Many Lutheran denominations operate under the premise that the entire congregation (as opposed to the pastor alone) must take appropriate steps for excommunication, and there are not always precise rules, to the point where individual congregations often set out rules for excommunicating laymen (as opposed to clergy). For example, churches may sometimes require that a vote must be taken at Sunday services; some congregations require that this vote be unanimous.

In the Church of Sweden and the Church of Denmark, excommunicated individuals are turned out from their parish in front of their congregation. They are not forbidden, however, to attend church and participate in other acts of devotion, although they are to sit in a place appointed by the priest (which was at a distance from others).

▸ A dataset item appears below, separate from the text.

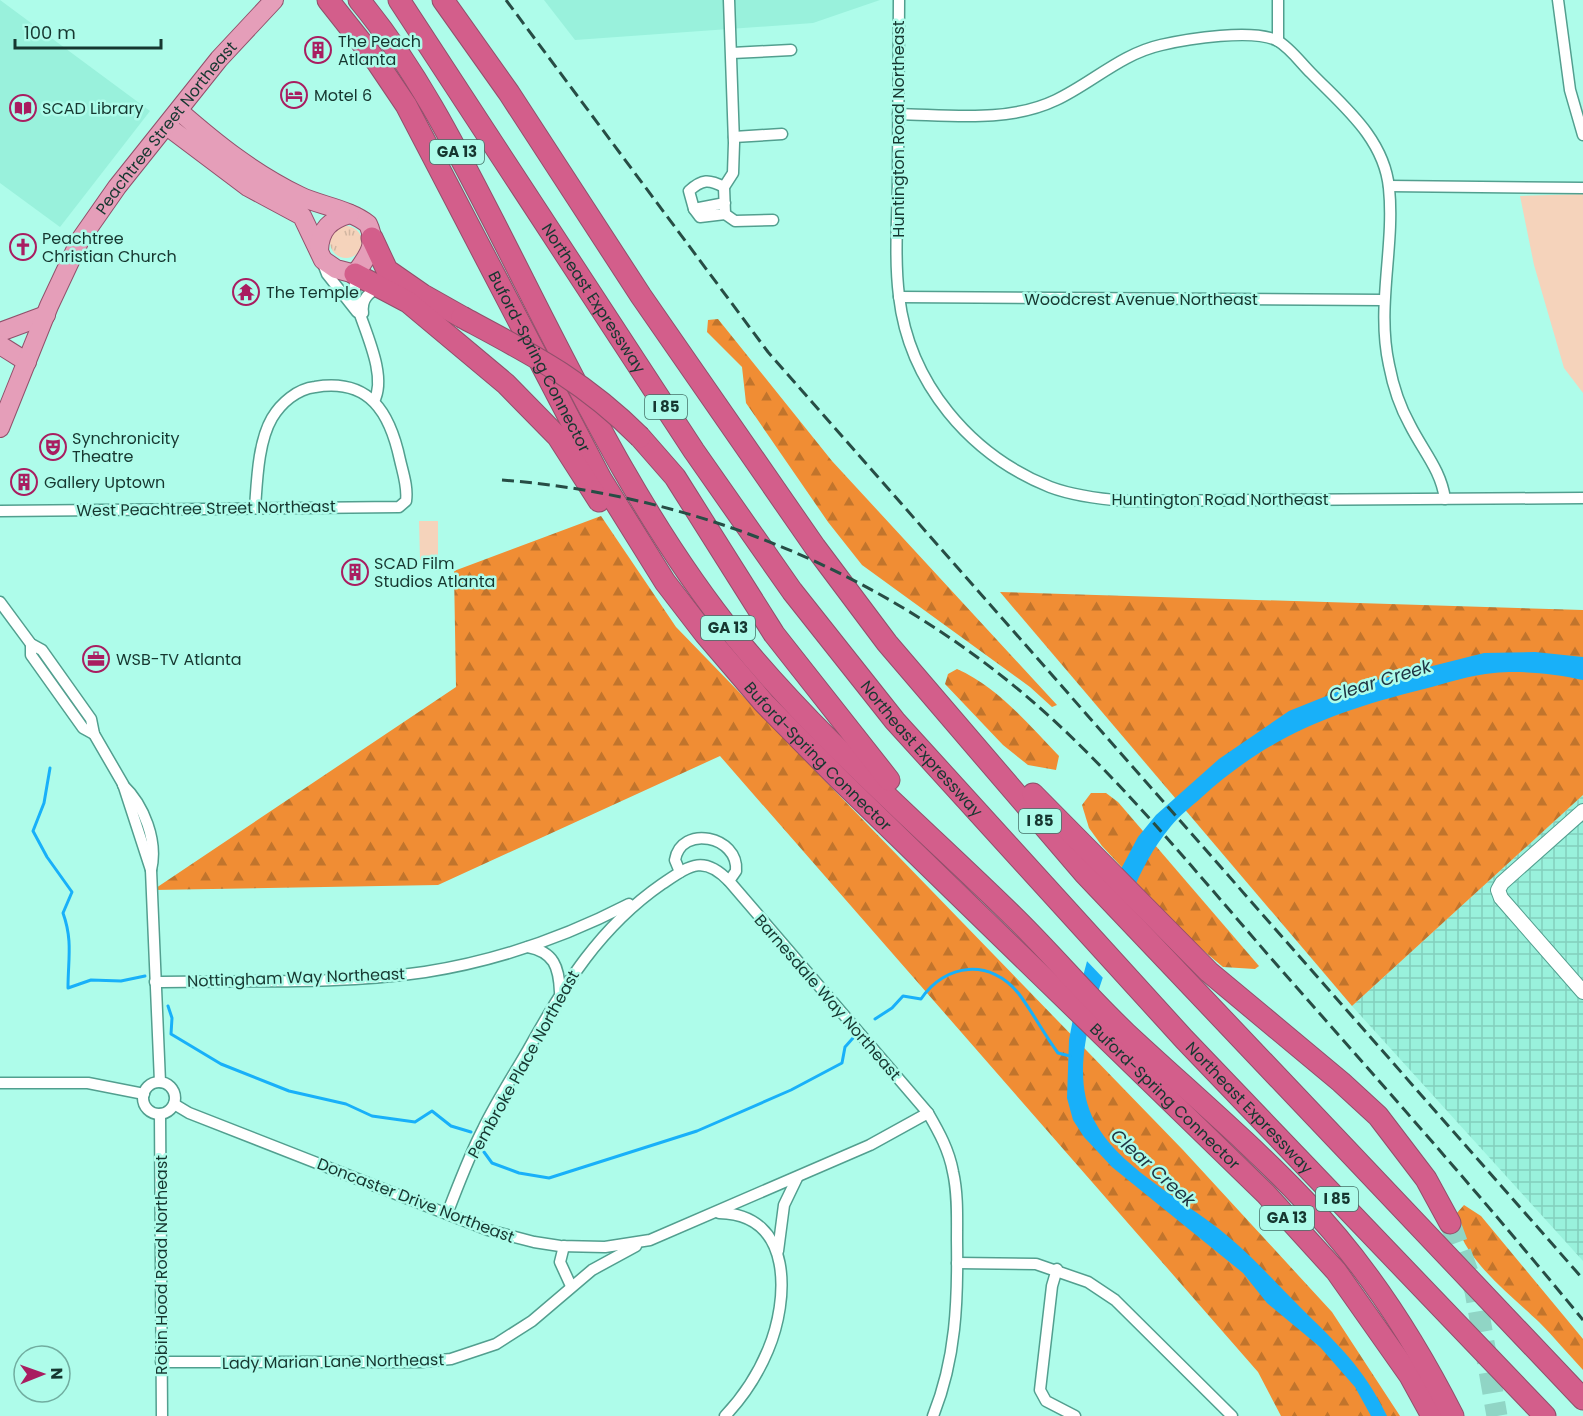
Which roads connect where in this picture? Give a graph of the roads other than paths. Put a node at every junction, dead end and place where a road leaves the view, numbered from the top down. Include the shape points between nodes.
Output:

The Lutheran process, though rarely used, has created unusual situations in recent years due to its somewhat democratic excommunication process. One example was an effort to get serial killer Dennis Rader excommunicated from his denomination (the Evangelical Lutheran Church in America) by individuals who tried to "lobby" Rader's fellow church members into voting for his excommunication.

=== Anglican Communion ===

==== Church of England ====
The Church of England does not have any specific canons regarding how or why a member can be excommunicated, although it has a canon according to which ecclesiastical burial may be refused to someone "declared excommunicate for some grievous and notorious crime and no man to testify to his repentance".

The punishment of imprisonment for being excommunicated from the Church of England was removed from English law in 1963.

Historian Christopher Hill found that, in pre-revolutionary England, excommunication was common but fell into disrepute because it was applied unevenly and could be avoided on payment of fines.

==== Episcopal Church of the United States of America ====
The ECUSA is in the Anglican Communion, and shares many canons with the Church of England, which would determine its policy on excommunication.

=== Reformed churches ===
In the Reformed Churches, excommunication has generally been seen as the culmination of church discipline, which is one of the three marks of the Church. The Westminster Confession of Faith sees it as the third step after "admonition" and "suspension from the sacrament of the Lord's Supper for a season." Yet, John Calvin argues in his Institutes of the Christian Religion that church censures do not "consign those who are excommunicated to perpetual ruin and damnation", but are designed to induce repentance, reconciliation and restoration to communion. Calvin notes, "though ecclesiastical discipline does not allow us to be on familiar and intimate terms with excommunicated persons, still we ought to strive by all possible means to bring them to a better mind, and recover them to the fellowship and unity of the Church."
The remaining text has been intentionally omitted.